Tami Hoag (born Tami Mikkelson; January 20, 1959) is an American novelist, best known for her work in the romance and thriller genres. More than 22 million copies of her books are in print.

Biography
Hoag was born in Cresco, Iowa and raised in the small town of Harmony, Minnesota, where her father sold insurance. From childhood, she knew she wanted to be a writer. "I had to spend a lot of time entertaining myself," she told an interviewer in 2016. "I found books at a really young age and fell in love with books."

Hoag's first job after graduating from high school was in the La Crosse Tribune circulation department. Before publishing her first novel, she also worked as a photographer's assistant, trained show horses, and sold designer bathroom accessories. She married and divorced Daniel Hoag, whom she had dated in high school.
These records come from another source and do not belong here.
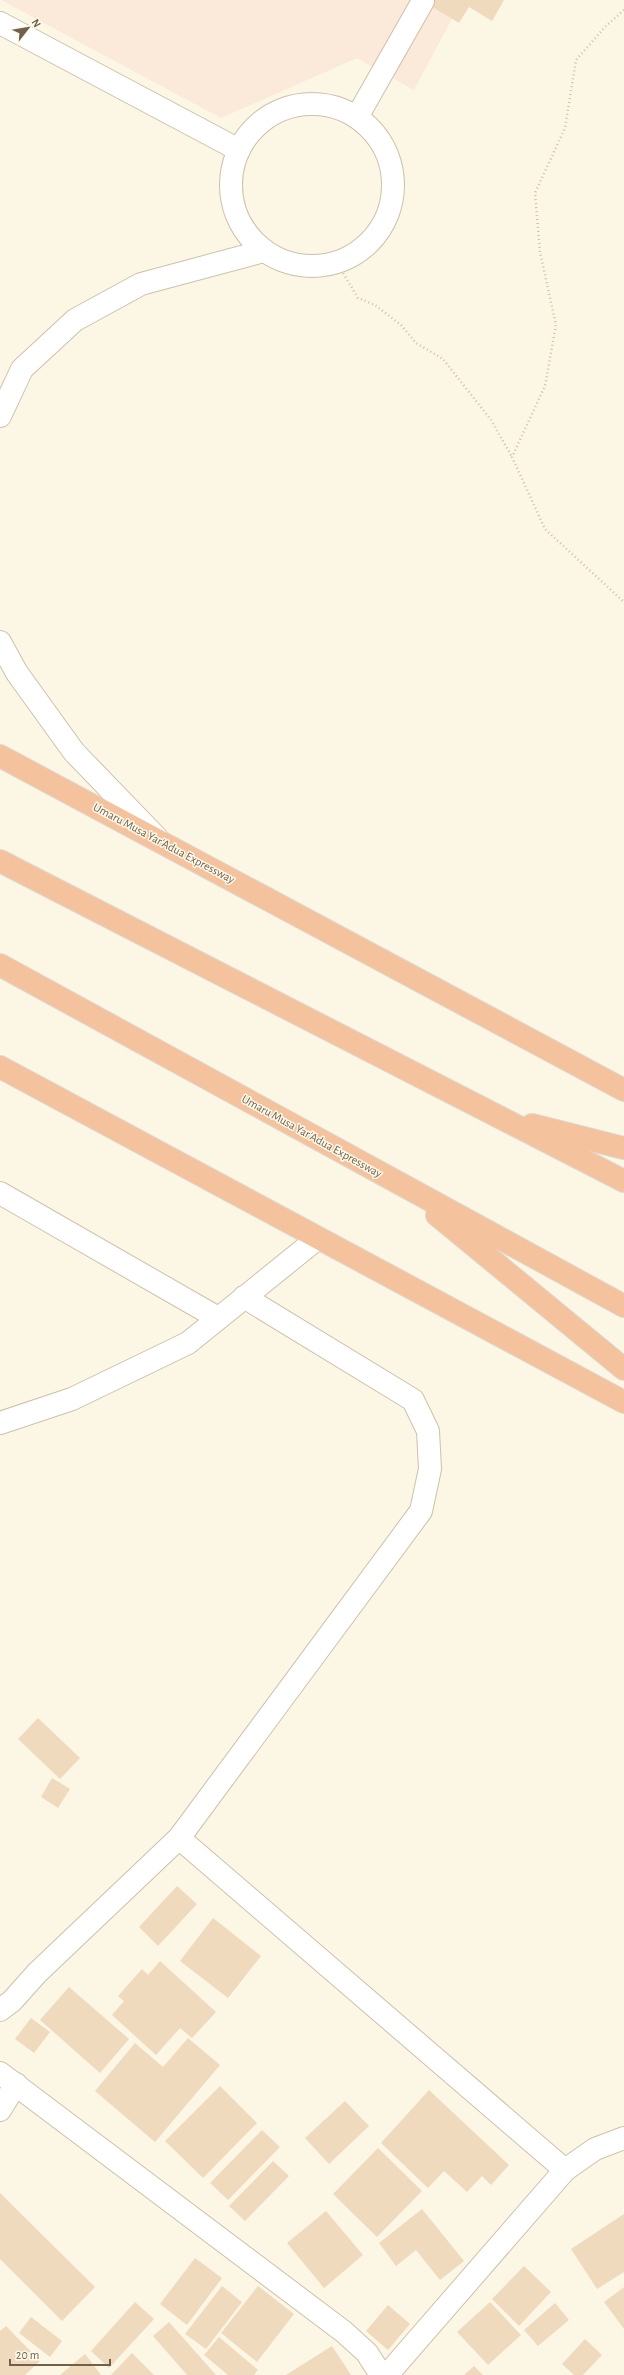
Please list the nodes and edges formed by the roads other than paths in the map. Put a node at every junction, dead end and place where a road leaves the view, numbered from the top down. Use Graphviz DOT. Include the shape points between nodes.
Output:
graph roads {
  1 [pos="423,1"];
  2 [pos="0,23"];
  3 [pos="357,117"];
  4 [pos="238,150"];
  5 [pos="264,251"];
  6 [pos="0,416"];
  7 [pos="0,642"];
  8 [pos="0,756"];
  9 [pos="160,842"];
  10 [pos="0,861"];
  11 [pos="0,965"];
  12 [pos="0,1067"];
  13 [pos="624,1090"];
  14 [pos="496,1116"];
  15 [pos="624,1148"];
  16 [pos="397,1182"];
  17 [pos="624,1182"];
  18 [pos="0,1193"];
  19 [pos="318,1238"];
  20 [pos="244,1298"];
  21 [pos="624,1306"];
  22 [pos="218,1318"];
  23 [pos="624,1369"];
  24 [pos="624,1402"];
  25 [pos="0,1423"];
  26 [pos="180,1838"];
  27 [pos="0,2010"];
  28 [pos="8,2078"];
  29 [pos="0,2110"];
  30 [pos="624,2138"];
  31 [pos="565,2170"];
  32 [pos="381,2375"];
  33 [pos="386,2375"];
  1 -- 3 [label="street"];
  2 -- 4 [label="street"];
  3 -- 4 [label="street" via="331,106 303,104 277,112 254,128"];
  3 -- 5 [label="street" via="377,136 389,159 394,184 390,210 378,233 360,251 338,263 312,267 287,263"];
  4 -- 5 [label="street" via="231,177 233,205 245,230"];
  5 -- 6 [label="street" via="141,284 75,320 22,370"];
  7 -- 9 [label="street" via="17,673 74,752"];
  8 -- 9 [label="highway, Umaru Musa Yar'Adua Expressway"];
  9 -- 13 [label="highway, Umaru Musa Yar'Adua Expressway"];
  10 -- 14 [label="highway"];
  11 -- 16 [label="highway, Umaru Musa Yar'Adua Expressway"];
  12 -- 19 [label="highway"];
  14 -- 15 [label="highway"];
  14 -- 17 [label="highway"];
  16 -- 21 [label="highway, Umaru Musa Yar'Adua Expressway"];
  16 -- 23 [label="highway"];
  18 -- 22 [label="street"];
  19 -- 20 [label="street"];
  19 -- 24 [label="highway"];
  20 -- 22 [label="street"];
  20 -- 26 [label="street" via="413,1400 428,1431 430,1469 421,1511"];
  22 -- 25 [label="street" via="188,1343 79,1396"];
  26 -- 27 [label="street"];
  26 -- 31 [label="street"];
  28 -- 29 [label="street"];
  28 -- 32 [label="street" via="344,2332 367,2352"];
  30 -- 31 [label="street" via="595,2149"];
  31 -- 33 [label="street"];
}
Hoag began her career as an author in 1988, writing category romances for the Bantam Books Loveswept Line. After several years of success in that field, Hoag switched her focus to single-title suspense novels. She has had thirteen consecutive New York Times bestsellers, including five in a 20-month span.  Her novel Night Sins became a TV miniseries starring Valerie Bertinelli and Harry Hamlin.  Hoag has been invited to do a reading at one of Barbara Bush's literacy functions.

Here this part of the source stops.